When I think about cocktails, I’m often reminded of the famous writers, artists, characters, and actors associated with them. You can close your eyes and picture a man’s man or rebellious woman with drink in hand setting their own path, surrounded by onlookers who marvel at their class and sophistication. James Bond walks up to the bar, tugs on his French cuffs, and orders a Martini shaken, not stirred. Madonna sips on a devilishly red drink in a designer dress with perfectly coiffed hair. Is this what makes a cocktail cool? No, not at all.

James Bond is, honestly, kind of a chauvinist, and Madonna was cool, wasn’t cool, and is/isn’t cool again. There’s nothing cool about the alcoholic writers who were chugging whiskey and gin to an untimely death, and Dean Martin, Frank Sinatra and Sammy Davis Jr. are as much a parody as pioneers. I can’t imagine putting on Frank Sinatra for my son when he grows older and him thinking it’s cool. What was cool fades, subject to the fads of the time. They were just where they were supposed to be and, though live long in our memory, are ultimately dated. Sorry to all the cocktail drinking sophisticates who bought a tux or gown and are awaiting the revival of yesteryear. You may be waiting a long time.

What about the cocktail? It’s blameless. The cocktail didn’t ask to be cool. It shouldn’t go in and out of style like last year’s wide-legged jeans. The cocktail is just what it purports to be—the Martini is a measure of gin and vermouth with orange bitters; the Old Fashioned whiskey, sugar, and aromatic bitters. Perhaps that’s the cocktail’s secret to coolness. It never elected to be cool. It’s just good, and what followed was the recognition. And that recognition followed across time.

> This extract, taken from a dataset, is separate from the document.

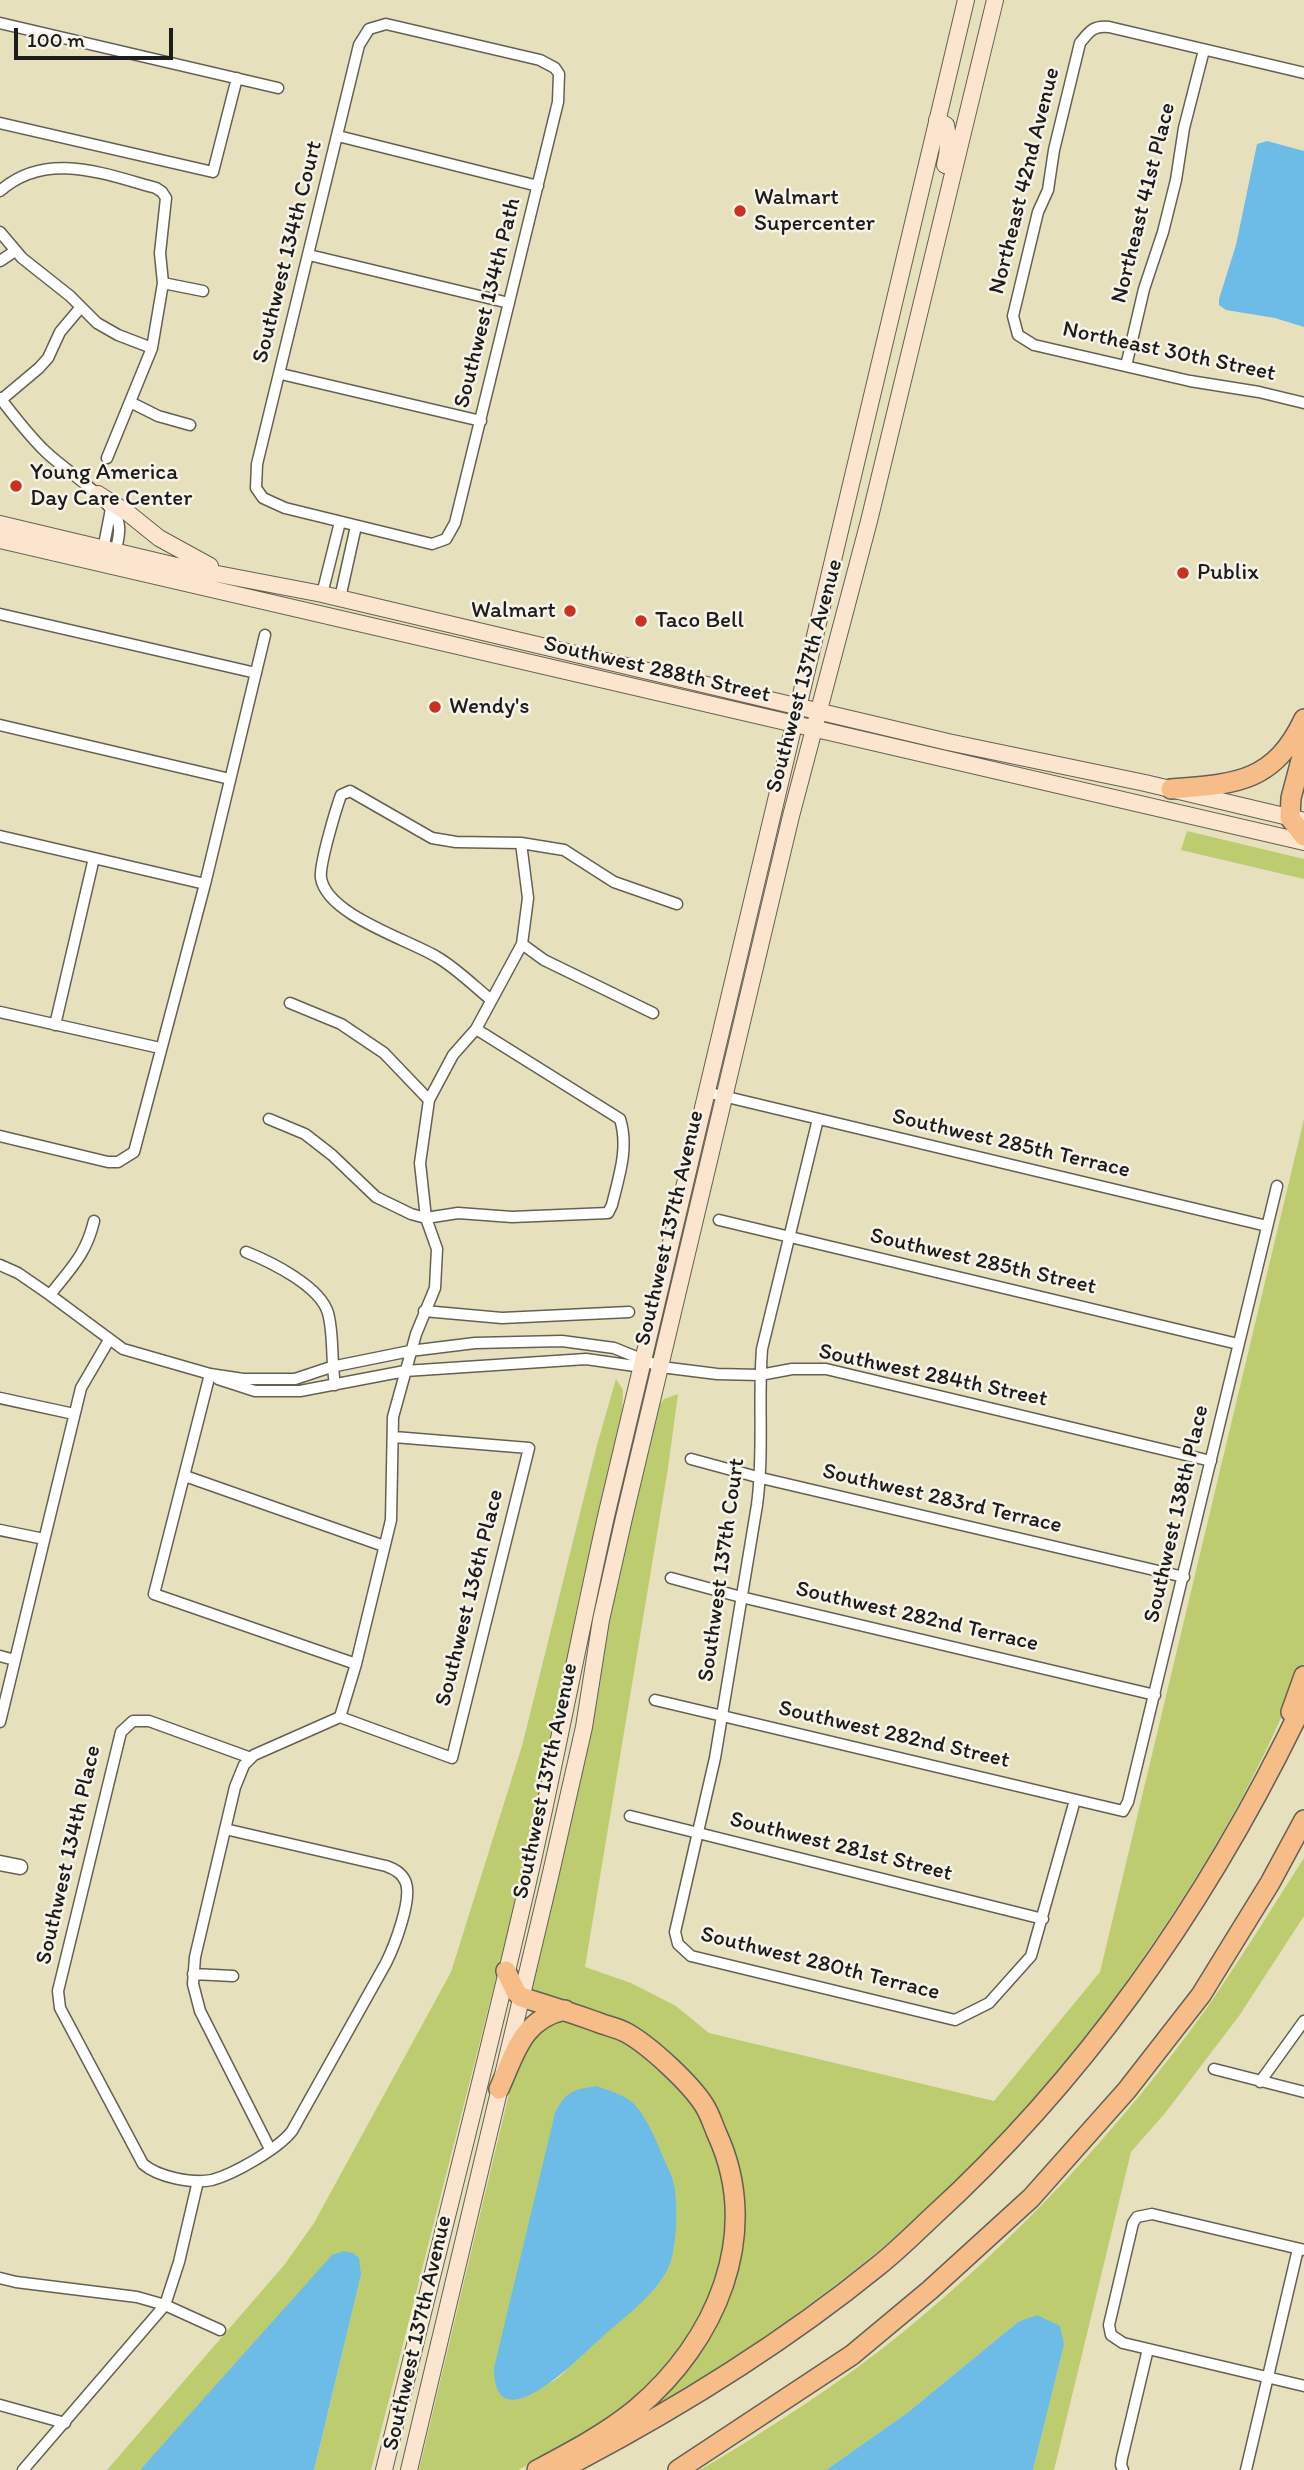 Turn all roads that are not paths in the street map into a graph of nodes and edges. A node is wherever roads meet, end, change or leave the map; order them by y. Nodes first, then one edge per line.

The cocktail was cool in 1803 when it was first mentioned, listed as a morning hangover remedy in theFarmer’s Cabinet. The cocktail was cool when it was first defined in the the Balance, and Columbian Repository in 1806. The cocktail was cool when Jerry Thomas hoisted two white rats on each shoulder of his prim jacket with a diamond stickpin and twirled his waxy moustache in the 1860s. The cocktail was still cool in Cuba when servicemen discovered the Daiquiri in 1909. The cocktail was not just cool but contraband during prohibition in the roaring ‘20s. It was cool again when prohibition ended and, in the late 1930s, Tiki was born by the hand of faux-Polynesian enthusiasts. When the Mad Men era came along, cocktails were cool too; then again in the 1980s with theatrical bottle flipping known as flair. Obviously they’re cool today, since they made it into this book. In fact, the only time cocktails weren’t cool since their debut might be around the 1970s when it turns out drugs were just considered much cooler.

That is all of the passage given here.